Among most of the samples with discordant results (with the notable exception of samples 8 to 10), the INNO-LiPA technique allowed us to provide the most probable explanation. In two cases (samples 3 and 4), we suggested that the Ampfire test failed to detect HPV52. This should be confirmed by testing a larger number of samples harboring this genotype (ideally with different viral loads). The non-detection of HPV16 in sample 5 is surprising but the result was verified on a second experiment to rule out any technical problems during the manipulation. In 2 cases (samples 6 and 7), the Ampfire test was positive although no hrHPV could be detected by the other techniques, suggesting a false positive result with the Ampfire test. Interestingly, the detection signal of the Ampfire test was weak in both cases that may question the clinical relevance of the cut-of used to interpret a positive result.

The results for samples 8 to 10 were more difficult to interpret. It is possible that the Ampfire test have succeeded to detect the 3 hrHPV (HPV51, 52, 68) harbored by the samples, thanks to a better sensitivity than the HC2 test for these genotypes.

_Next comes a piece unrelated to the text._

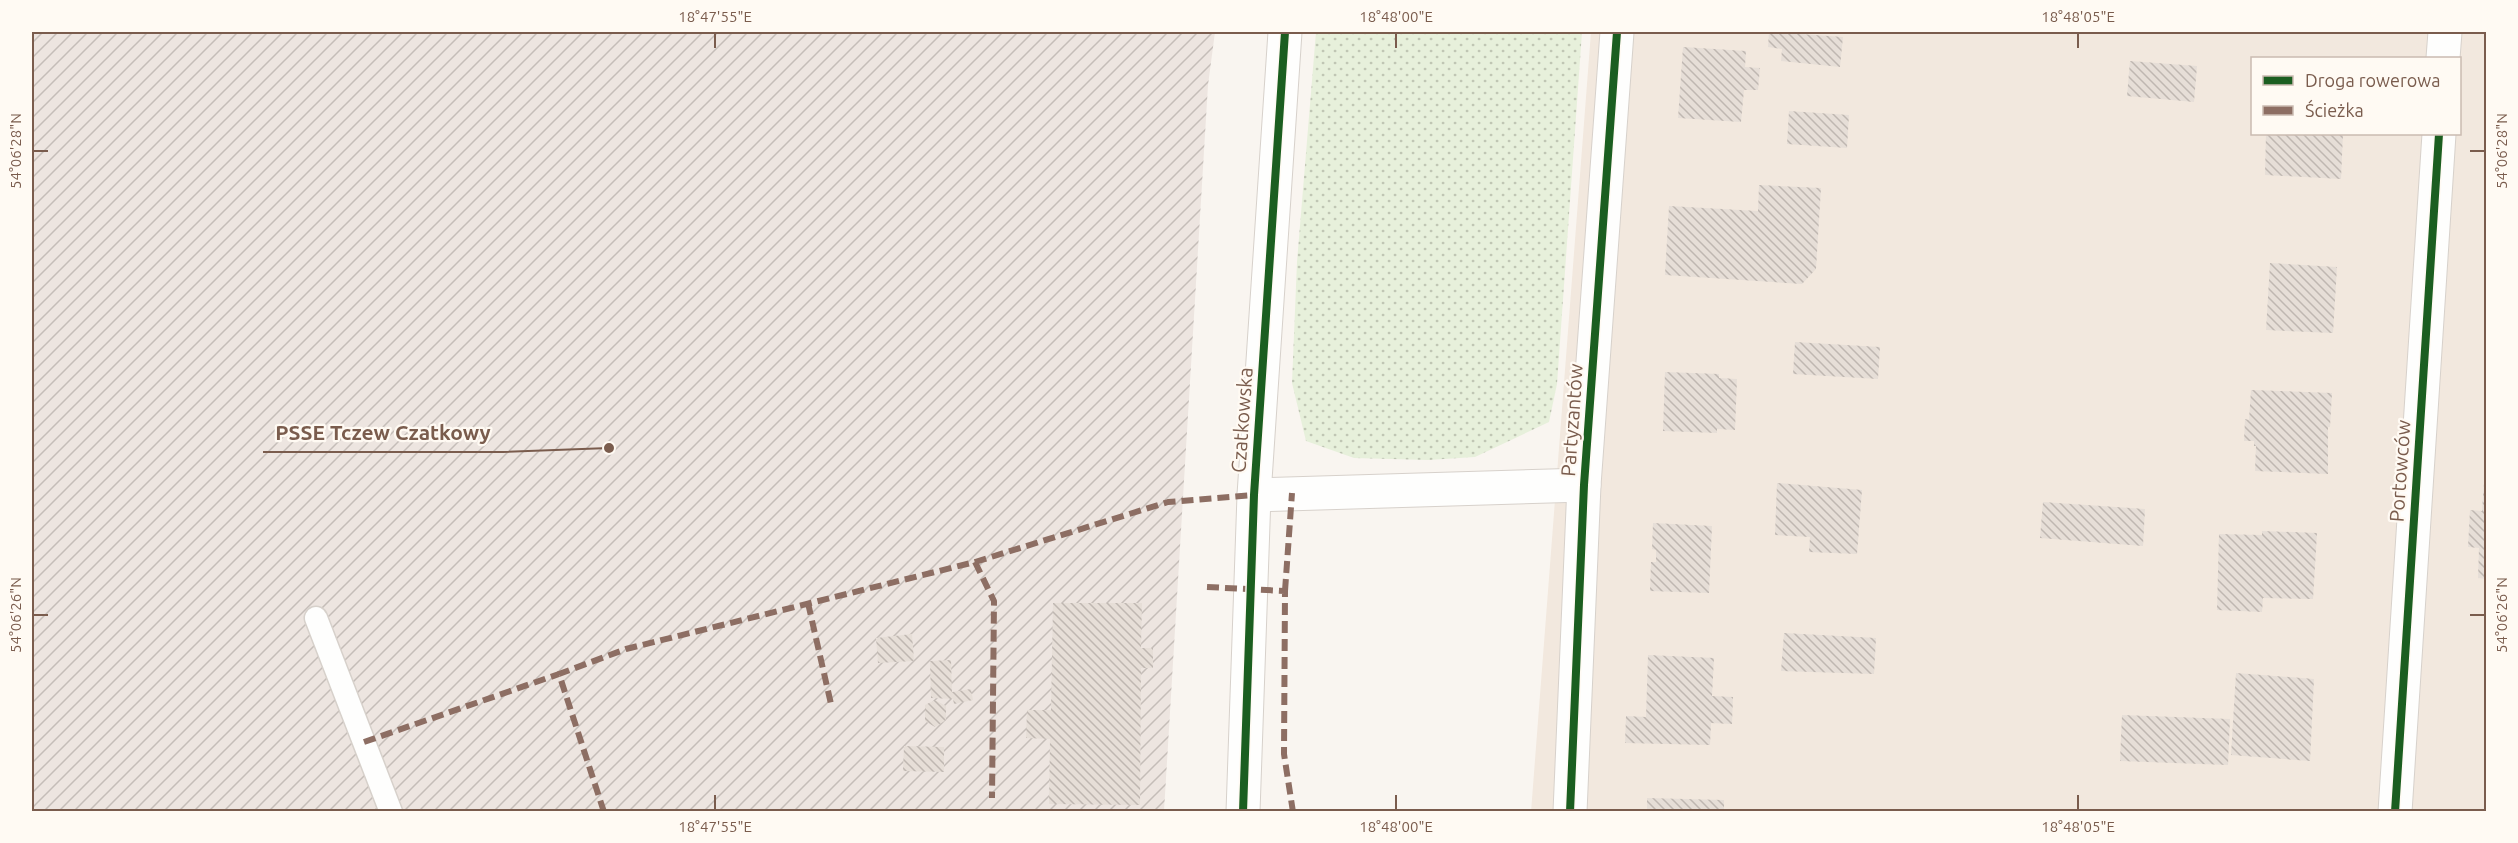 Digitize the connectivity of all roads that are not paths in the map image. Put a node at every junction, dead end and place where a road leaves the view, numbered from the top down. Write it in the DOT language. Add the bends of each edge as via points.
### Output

However, this better sensitivity could be at the cost of a lower specificity in case of using the kit for cervical cancer screening. This is probably not the case as a recent study conducted in a screening population reported that the Ampfire test had clinical sensitivity and specificity similar to the validated Cobas® 4800 HPV test [11]. For samples 9 and 10, another simple explanation could be the presence of HPV66 and HPV53 (both classified as a “possibly high-risk” types), respectively, since the Ampfire technique is able to detect these genotypes while the HC2 technique do not target them. Alternatively, a false negative reaction by the HC2 test or a false positive reaction by the Ampfire test (against another HPV genotype) for these 3 samples cannot be completely ruled out.

In conclusion, the results of the Ampfire and HC2 tests showed very high agreement. However, further evaluations of the Ampfire test are needed, especially an intra- and inter-laboratory evaluation of the reproducibility to fulfil all Meijer’s criteria [6] for its use in cervical cancer screening.